§ **What is required**
Line by line, write out the material exactly.

↓↓↓

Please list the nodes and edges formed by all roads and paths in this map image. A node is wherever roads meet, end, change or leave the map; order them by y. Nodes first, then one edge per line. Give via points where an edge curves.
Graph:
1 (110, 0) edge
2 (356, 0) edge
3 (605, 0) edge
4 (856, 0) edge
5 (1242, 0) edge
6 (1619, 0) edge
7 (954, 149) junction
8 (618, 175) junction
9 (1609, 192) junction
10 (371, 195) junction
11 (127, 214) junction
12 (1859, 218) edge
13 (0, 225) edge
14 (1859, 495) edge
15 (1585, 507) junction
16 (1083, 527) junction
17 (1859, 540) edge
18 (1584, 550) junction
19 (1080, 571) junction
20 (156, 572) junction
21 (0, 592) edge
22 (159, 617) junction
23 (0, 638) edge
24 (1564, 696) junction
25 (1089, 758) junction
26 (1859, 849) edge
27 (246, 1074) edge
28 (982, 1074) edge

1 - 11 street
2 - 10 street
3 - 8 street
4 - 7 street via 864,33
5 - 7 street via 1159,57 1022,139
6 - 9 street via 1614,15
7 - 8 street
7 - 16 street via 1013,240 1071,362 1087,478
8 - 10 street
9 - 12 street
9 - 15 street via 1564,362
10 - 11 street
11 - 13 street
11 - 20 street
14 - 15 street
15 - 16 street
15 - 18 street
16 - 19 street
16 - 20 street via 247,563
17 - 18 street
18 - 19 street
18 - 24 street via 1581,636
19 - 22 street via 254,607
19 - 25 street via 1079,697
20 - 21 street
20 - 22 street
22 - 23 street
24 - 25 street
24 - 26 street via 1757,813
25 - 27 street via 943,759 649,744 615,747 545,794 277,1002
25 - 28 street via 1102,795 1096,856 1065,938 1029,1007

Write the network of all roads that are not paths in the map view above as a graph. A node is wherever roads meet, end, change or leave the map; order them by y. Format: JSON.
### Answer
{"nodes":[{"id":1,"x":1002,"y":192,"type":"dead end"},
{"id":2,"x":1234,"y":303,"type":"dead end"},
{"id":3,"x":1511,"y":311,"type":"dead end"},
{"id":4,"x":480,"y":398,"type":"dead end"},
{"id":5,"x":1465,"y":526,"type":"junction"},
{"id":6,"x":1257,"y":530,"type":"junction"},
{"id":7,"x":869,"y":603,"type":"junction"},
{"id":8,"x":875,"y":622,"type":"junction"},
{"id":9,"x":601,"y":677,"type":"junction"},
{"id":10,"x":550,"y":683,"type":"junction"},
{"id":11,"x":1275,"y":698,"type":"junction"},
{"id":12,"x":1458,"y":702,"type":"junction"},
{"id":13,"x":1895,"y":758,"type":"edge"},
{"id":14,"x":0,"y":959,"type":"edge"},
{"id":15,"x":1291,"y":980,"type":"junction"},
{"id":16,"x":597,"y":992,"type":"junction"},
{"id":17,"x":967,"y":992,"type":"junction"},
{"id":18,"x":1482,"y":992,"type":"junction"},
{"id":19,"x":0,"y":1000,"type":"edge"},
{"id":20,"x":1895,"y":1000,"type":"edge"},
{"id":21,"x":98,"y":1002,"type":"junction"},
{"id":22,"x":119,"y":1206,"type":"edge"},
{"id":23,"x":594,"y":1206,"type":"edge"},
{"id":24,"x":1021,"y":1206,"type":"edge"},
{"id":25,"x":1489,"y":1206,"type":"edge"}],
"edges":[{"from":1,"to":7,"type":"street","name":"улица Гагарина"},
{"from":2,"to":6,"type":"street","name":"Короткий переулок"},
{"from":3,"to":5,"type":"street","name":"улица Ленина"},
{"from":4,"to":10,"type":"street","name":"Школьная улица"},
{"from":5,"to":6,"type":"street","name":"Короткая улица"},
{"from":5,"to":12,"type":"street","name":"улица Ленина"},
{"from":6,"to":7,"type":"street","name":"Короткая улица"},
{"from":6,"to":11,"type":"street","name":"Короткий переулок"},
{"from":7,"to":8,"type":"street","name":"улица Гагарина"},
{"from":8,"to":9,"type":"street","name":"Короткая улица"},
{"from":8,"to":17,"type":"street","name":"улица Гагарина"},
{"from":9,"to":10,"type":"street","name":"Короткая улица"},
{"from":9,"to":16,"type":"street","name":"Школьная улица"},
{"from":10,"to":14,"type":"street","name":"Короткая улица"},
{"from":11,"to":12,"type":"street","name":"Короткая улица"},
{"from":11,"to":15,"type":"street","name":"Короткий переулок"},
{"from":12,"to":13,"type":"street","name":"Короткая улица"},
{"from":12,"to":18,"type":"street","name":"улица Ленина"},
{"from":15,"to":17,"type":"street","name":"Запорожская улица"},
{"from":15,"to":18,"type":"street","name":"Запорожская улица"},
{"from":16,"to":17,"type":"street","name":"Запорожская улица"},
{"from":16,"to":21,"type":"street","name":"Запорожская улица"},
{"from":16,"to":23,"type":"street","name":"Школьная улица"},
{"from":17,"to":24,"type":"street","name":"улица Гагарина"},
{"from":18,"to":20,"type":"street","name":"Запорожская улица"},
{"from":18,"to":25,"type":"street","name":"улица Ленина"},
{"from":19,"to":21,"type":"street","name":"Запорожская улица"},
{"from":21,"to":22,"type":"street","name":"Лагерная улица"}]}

↑↑↑

§ **Response**
Please list the nodes and edges formed by all roads and paths in this map image. A node is wherever roads meet, end, change or leave the map; order them by y. Nodes first, then one edge per line. Give via points where an edge curves.
Graph:
1 (110, 0) edge
2 (356, 0) edge
3 (605, 0) edge
4 (856, 0) edge
5 (1242, 0) edge
6 (1619, 0) edge
7 (954, 149) junction
8 (618, 175) junction
9 (1609, 192) junction
10 (371, 195) junction
11 (127, 214) junction
12 (1859, 218) edge
13 (0, 225) edge
14 (1859, 495) edge
15 (1585, 507) junction
16 (1083, 527) junction
17 (1859, 540) edge
18 (1584, 550) junction
19 (1080, 571) junction
20 (156, 572) junction
21 (0, 592) edge
22 (159, 617) junction
23 (0, 638) edge
24 (1564, 696) junction
25 (1089, 758) junction
26 (1859, 849) edge
27 (246, 1074) edge
28 (982, 1074) edge

1 - 11 street
2 - 10 street
3 - 8 street
4 - 7 street via 864,33
5 - 7 street via 1159,57 1022,139
6 - 9 street via 1614,15
7 - 8 street
7 - 16 street via 1013,240 1071,362 1087,478
8 - 10 street
9 - 12 street
9 - 15 street via 1564,362
10 - 11 street
11 - 13 street
11 - 20 street
14 - 15 street
15 - 16 street
15 - 18 street
16 - 19 street
16 - 20 street via 247,563
17 - 18 street
18 - 19 street
18 - 24 street via 1581,636
19 - 22 street via 254,607
19 - 25 street via 1079,697
20 - 21 street
20 - 22 street
22 - 23 street
24 - 25 street
24 - 26 street via 1757,813
25 - 27 street via 943,759 649,744 615,747 545,794 277,1002
25 - 28 street via 1102,795 1096,856 1065,938 1029,1007

Write the network of all roads that are not paths in the map view above as a graph. A node is wherever roads meet, end, change or leave the map; order them by y. Format: JSON.
### Answer
{"nodes":[{"id":1,"x":1002,"y":192,"type":"dead end"},
{"id":2,"x":1234,"y":303,"type":"dead end"},
{"id":3,"x":1511,"y":311,"type":"dead end"},
{"id":4,"x":480,"y":398,"type":"dead end"},
{"id":5,"x":1465,"y":526,"type":"junction"},
{"id":6,"x":1257,"y":530,"type":"junction"},
{"id":7,"x":869,"y":603,"type":"junction"},
{"id":8,"x":875,"y":622,"type":"junction"},
{"id":9,"x":601,"y":677,"type":"junction"},
{"id":10,"x":550,"y":683,"type":"junction"},
{"id":11,"x":1275,"y":698,"type":"junction"},
{"id":12,"x":1458,"y":702,"type":"junction"},
{"id":13,"x":1895,"y":758,"type":"edge"},
{"id":14,"x":0,"y":959,"type":"edge"},
{"id":15,"x":1291,"y":980,"type":"junction"},
{"id":16,"x":597,"y":992,"type":"junction"},
{"id":17,"x":967,"y":992,"type":"junction"},
{"id":18,"x":1482,"y":992,"type":"junction"},
{"id":19,"x":0,"y":1000,"type":"edge"},
{"id":20,"x":1895,"y":1000,"type":"edge"},
{"id":21,"x":98,"y":1002,"type":"junction"},
{"id":22,"x":119,"y":1206,"type":"edge"},
{"id":23,"x":594,"y":1206,"type":"edge"},
{"id":24,"x":1021,"y":1206,"type":"edge"},
{"id":25,"x":1489,"y":1206,"type":"edge"}],
"edges":[{"from":1,"to":7,"type":"street","name":"улица Гагарина"},
{"from":2,"to":6,"type":"street","name":"Короткий переулок"},
{"from":3,"to":5,"type":"street","name":"улица Ленина"},
{"from":4,"to":10,"type":"street","name":"Школьная улица"},
{"from":5,"to":6,"type":"street","name":"Короткая улица"},
{"from":5,"to":12,"type":"street","name":"улица Ленина"},
{"from":6,"to":7,"type":"street","name":"Короткая улица"},
{"from":6,"to":11,"type":"street","name":"Короткий переулок"},
{"from":7,"to":8,"type":"street","name":"улица Гагарина"},
{"from":8,"to":9,"type":"street","name":"Короткая улица"},
{"from":8,"to":17,"type":"street","name":"улица Гагарина"},
{"from":9,"to":10,"type":"street","name":"Короткая улица"},
{"from":9,"to":16,"type":"street","name":"Школьная улица"},
{"from":10,"to":14,"type":"street","name":"Короткая улица"},
{"from":11,"to":12,"type":"street","name":"Короткая улица"},
{"from":11,"to":15,"type":"street","name":"Короткий переулок"},
{"from":12,"to":13,"type":"street","name":"Короткая улица"},
{"from":12,"to":18,"type":"street","name":"улица Ленина"},
{"from":15,"to":17,"type":"street","name":"Запорожская улица"},
{"from":15,"to":18,"type":"street","name":"Запорожская улица"},
{"from":16,"to":17,"type":"street","name":"Запорожская улица"},
{"from":16,"to":21,"type":"street","name":"Запорожская улица"},
{"from":16,"to":23,"type":"street","name":"Школьная улица"},
{"from":17,"to":24,"type":"street","name":"улица Гагарина"},
{"from":18,"to":20,"type":"street","name":"Запорожская улица"},
{"from":18,"to":25,"type":"street","name":"улица Ленина"},
{"from":19,"to":21,"type":"street","name":"Запорожская улица"},
{"from":21,"to":22,"type":"street","name":"Лагерная улица"}]}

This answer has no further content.